(Dataset entries)
▼

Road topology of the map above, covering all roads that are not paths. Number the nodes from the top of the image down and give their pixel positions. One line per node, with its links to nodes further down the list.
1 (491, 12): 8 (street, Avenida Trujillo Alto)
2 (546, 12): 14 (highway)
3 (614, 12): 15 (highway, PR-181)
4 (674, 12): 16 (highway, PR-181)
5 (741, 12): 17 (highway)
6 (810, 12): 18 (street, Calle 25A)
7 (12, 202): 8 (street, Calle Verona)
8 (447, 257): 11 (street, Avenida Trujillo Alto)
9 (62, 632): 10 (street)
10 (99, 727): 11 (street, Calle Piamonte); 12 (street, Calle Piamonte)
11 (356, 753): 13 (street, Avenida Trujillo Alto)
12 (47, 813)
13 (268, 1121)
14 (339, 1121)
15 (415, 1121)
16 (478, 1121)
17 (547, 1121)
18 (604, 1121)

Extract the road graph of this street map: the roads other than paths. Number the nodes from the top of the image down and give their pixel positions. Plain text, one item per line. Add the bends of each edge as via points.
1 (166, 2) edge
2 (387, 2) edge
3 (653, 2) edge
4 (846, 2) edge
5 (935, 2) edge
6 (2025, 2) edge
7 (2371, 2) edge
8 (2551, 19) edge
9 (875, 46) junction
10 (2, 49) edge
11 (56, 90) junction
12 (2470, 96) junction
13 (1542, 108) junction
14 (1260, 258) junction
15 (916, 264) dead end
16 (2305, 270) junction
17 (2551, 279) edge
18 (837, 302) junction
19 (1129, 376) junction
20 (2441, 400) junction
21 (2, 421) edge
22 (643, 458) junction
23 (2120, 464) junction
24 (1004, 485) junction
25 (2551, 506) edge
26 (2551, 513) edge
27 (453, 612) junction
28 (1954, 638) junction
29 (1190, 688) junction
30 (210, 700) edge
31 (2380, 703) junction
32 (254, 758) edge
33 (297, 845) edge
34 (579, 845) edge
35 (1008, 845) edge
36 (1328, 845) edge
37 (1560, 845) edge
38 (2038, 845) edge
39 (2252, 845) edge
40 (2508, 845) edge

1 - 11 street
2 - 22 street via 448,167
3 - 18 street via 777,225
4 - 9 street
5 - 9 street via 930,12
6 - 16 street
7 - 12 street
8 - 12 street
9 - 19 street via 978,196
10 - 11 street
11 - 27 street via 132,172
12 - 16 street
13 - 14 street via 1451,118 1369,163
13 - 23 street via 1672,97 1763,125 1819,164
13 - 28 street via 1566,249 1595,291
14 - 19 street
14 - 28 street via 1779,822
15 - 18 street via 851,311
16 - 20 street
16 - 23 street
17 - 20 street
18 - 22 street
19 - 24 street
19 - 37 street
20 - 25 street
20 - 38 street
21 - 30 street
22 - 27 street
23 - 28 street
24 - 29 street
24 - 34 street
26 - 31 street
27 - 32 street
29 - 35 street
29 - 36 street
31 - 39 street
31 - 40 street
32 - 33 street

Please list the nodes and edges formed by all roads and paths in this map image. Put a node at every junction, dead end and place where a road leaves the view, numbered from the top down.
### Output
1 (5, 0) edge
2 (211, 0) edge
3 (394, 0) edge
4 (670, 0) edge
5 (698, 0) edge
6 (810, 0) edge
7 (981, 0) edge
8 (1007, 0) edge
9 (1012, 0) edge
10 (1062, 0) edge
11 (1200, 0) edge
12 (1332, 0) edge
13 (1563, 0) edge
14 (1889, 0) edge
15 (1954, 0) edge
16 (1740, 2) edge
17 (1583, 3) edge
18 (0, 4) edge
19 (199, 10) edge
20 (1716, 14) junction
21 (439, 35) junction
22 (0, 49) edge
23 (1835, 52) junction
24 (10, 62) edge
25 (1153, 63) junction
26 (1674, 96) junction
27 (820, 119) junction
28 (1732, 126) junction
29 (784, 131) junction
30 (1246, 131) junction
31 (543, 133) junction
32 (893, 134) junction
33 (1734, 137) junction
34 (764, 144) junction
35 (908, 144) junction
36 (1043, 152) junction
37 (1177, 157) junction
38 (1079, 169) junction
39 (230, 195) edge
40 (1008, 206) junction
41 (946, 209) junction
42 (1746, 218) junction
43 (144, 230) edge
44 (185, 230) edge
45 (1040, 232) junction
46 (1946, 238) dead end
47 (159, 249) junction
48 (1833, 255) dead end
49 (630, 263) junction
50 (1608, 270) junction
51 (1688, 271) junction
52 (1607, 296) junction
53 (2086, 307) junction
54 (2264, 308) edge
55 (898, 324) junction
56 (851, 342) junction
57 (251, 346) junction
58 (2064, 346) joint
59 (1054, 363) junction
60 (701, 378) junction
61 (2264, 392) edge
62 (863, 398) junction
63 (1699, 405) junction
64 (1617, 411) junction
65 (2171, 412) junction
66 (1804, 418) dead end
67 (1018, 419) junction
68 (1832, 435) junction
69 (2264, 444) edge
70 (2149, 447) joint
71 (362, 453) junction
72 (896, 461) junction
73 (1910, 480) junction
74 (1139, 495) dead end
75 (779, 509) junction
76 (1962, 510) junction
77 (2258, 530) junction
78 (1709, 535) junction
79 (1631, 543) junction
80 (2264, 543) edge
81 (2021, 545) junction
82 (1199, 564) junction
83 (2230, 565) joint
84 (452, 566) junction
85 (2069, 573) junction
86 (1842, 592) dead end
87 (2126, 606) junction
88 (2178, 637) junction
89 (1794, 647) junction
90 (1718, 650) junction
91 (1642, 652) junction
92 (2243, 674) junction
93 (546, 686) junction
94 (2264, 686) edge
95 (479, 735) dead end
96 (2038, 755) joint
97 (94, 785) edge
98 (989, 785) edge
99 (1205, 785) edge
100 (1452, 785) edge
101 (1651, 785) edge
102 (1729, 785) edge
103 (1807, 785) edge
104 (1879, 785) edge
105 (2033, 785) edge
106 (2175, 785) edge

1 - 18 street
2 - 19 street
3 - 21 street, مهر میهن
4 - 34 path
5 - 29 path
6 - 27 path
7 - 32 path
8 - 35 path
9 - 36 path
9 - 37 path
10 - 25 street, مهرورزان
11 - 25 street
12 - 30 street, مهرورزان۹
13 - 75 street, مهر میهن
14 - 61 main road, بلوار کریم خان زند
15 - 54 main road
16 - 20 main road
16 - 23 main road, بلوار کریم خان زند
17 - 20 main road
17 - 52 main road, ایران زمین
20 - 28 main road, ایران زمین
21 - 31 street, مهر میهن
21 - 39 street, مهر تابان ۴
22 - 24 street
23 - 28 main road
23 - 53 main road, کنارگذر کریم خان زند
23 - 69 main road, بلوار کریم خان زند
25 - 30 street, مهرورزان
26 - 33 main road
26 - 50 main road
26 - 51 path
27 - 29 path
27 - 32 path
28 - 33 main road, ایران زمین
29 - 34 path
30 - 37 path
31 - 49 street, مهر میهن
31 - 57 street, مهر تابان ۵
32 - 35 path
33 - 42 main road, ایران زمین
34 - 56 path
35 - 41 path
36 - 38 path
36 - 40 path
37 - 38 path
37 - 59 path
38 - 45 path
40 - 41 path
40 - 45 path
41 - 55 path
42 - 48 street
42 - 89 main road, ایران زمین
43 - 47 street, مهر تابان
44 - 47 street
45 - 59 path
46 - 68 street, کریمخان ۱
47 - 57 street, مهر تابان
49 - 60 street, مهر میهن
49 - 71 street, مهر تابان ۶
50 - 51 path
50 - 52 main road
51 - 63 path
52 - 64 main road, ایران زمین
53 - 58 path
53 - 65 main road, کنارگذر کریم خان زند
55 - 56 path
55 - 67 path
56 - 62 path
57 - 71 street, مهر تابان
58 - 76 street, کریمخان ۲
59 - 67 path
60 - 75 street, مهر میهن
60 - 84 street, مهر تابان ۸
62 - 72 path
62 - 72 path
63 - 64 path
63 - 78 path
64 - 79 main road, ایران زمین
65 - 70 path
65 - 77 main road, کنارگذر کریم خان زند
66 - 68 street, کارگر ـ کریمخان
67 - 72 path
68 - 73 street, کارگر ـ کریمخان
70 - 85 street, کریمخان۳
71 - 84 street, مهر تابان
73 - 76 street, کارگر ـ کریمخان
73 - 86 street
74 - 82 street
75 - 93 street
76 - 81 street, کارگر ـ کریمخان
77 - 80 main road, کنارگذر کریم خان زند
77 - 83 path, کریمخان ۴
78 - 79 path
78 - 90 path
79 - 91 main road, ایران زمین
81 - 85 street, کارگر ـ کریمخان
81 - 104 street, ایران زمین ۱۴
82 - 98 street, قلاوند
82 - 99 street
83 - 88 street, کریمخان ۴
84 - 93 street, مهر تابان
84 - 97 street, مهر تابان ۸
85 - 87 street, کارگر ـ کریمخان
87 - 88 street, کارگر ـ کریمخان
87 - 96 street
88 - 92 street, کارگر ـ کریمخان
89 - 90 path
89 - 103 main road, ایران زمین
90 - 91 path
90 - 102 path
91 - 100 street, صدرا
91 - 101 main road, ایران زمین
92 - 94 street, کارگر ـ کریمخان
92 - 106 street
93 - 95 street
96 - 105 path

▲

Aim of the exercise →
Show the lines of the records above that mention "کنارگذر".

Response for this exercise →
23 - 53 main road, کنارگذر کریم خان زند
53 - 65 main road, کنارگذر کریم خان زند
65 - 77 main road, کنارگذر کریم خان زند
77 - 80 main road, کنارگذر کریم خان زند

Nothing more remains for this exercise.